We recently reviewed pregnancy-imprinted immunological shifts in mothers and offspring from the perspective of genetically foreign cells that establish microchimerism in both individuals after parturition (Immunological implications of pregnancy-induced microchimerism. Nat. Rev. Immunol. 17, 483–494 (2017))1. Expanded tolerance between mothers and their offspring is widely conserved across mammalian species2, suggesting that the bidirectional transfer and long-term persistence of microchimeric cells are purposeful, with beneficial properties that outweigh any potential harmful immunological consequences3. Immunological acceptance of non-inherited maternal antigens (NIMAs) in offspring reinforces tolerance to matched antigens expressed by the developing fetus during next-generation pregnancies4,5. However, these cross-generational benefits require the overlap of antigenic traits between maternal grandmothers and their fetal grandchildren and can be diluted with increased polymorphism among individuals within a population. A more universal benefit of microchimeric maternal cells could involve their multilineage potential in replacing malfunctioning cells in a variety of infant and childhood autoimmune and autoinflammatory disorders6,7,8,9. In addition, a recent study reported detectable microchimeric maternal cells in the cord blood of human infants that decreased the risk of symptomatic malaria infection, but which were associated with increased parasitaemia risk10. Thus, regardless of commonality in polymorphic antigenic traits, microchimeric maternal cells likely instil in offspring important protective benefits with regard to optimal regeneration of vital tissues and dampened pathological inflammatory responses to microbial invaders.

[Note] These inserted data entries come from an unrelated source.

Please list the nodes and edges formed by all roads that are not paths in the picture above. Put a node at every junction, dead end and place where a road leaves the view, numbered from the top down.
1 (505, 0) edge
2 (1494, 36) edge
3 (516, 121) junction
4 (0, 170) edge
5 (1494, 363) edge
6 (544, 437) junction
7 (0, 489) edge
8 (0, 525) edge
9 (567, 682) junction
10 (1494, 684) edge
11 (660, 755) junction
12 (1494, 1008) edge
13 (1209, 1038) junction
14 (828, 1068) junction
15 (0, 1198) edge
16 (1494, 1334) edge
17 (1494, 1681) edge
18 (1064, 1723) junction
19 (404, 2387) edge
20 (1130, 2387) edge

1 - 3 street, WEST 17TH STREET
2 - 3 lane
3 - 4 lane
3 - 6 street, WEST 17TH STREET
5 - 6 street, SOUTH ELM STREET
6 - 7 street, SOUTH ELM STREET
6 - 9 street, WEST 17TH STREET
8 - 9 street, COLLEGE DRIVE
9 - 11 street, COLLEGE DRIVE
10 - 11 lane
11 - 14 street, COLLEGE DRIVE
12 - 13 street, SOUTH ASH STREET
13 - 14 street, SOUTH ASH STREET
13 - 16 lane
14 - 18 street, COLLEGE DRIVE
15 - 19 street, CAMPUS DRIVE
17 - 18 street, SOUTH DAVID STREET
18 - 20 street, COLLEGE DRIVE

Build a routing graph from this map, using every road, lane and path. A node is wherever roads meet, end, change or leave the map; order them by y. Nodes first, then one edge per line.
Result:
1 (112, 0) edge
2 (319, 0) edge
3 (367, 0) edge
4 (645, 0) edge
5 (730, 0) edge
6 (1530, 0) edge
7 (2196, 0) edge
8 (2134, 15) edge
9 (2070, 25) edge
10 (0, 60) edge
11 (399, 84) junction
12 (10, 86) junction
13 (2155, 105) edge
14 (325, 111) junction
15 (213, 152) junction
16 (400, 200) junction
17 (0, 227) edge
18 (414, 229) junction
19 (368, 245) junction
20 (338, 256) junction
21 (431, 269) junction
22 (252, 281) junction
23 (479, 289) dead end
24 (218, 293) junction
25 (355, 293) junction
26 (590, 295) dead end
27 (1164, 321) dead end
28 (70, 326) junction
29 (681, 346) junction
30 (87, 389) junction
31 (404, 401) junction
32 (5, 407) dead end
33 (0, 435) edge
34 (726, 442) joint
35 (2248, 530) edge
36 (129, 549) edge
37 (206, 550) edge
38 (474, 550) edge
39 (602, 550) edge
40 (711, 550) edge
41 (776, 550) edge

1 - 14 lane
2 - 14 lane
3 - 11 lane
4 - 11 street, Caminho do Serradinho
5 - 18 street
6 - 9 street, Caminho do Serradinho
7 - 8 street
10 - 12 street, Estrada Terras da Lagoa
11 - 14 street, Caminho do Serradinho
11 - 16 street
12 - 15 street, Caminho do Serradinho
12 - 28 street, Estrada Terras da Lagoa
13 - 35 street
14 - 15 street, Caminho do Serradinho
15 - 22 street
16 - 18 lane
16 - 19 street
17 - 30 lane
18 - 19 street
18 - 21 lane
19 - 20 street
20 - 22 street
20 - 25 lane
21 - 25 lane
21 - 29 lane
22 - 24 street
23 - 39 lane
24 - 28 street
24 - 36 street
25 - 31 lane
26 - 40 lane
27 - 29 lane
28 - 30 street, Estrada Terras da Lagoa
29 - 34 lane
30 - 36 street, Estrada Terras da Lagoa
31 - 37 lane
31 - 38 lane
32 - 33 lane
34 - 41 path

In their Correspondence (Breastfeeding-related maternal microchimerism. Nat.Rev.Immunol.http://dx.doi.org/10.1038/nri.2017.115(2017))11, Moles and colleagues highlight the importance of maternal cells in breast milk and breast feeding for maintaining NIMA-specific tolerance. Along with the aforementioned cross-generational reproductive benefits4,5, another classic example of NIMA-specific tolerance is the improved long-term survival of human donor allograft tissue if it is matched for the recipient's non-inherited maternal HLA haplotypes12. Interestingly, the improved survival of NIMA-matched tissue allografts is overturned among individuals that were not breast fed13. A similar requirement for postnatal ingestion of maternal antigen occurs in animal cross-fostering studies, in which elimination of the offspring's exposure to maternal breast milk overrides tolerance to NIMA-expressing donor allograft tissue14 and reduces the accumulation of immunosuppressive forkhead box protein P3-positive (FOXP3+) regulatory CD4+ T cells (Treg cells) with NIMA specificity4,15. Importantly, however, postnatal ingestion of maternal antigens through breastfeeding alone does not confer immunological tolerance as cross-fostered mice neither accept NIMA-matched allografts nor have expanded levels of NIMA-specific FOXP3+ Treg cells4,14. Thus, breastfeeding functionally potentiates, but does not bypass, the necessity for prenatal exposure to maternal cells and tissues in priming NIMA-specific tolerance.

Nonetheless, this apparent requirement for postnatal ingestion of maternal antigens through breastfeeding opens up an instructive experimental window for probing how NIMA-specific tolerance is sustained in offspring. In turn, the potent immunomodulatory effects of maternal cells in breast milk suggest that it may be possible to therapeutically optimize their beneficial properties in offspring. As pointed out by Moles and colleagues in their Correspondence11, breast milk and colostrum contain different immune cell populations, including memory lymphocytes, professional antigen-presenting cells, along with embryonic and mesenchymal stem cells. Given this diversity, further dissecting the unique immunological and non-immunological benefits of each cell subset will shed important new light on how microchimeric cells influence health and disease.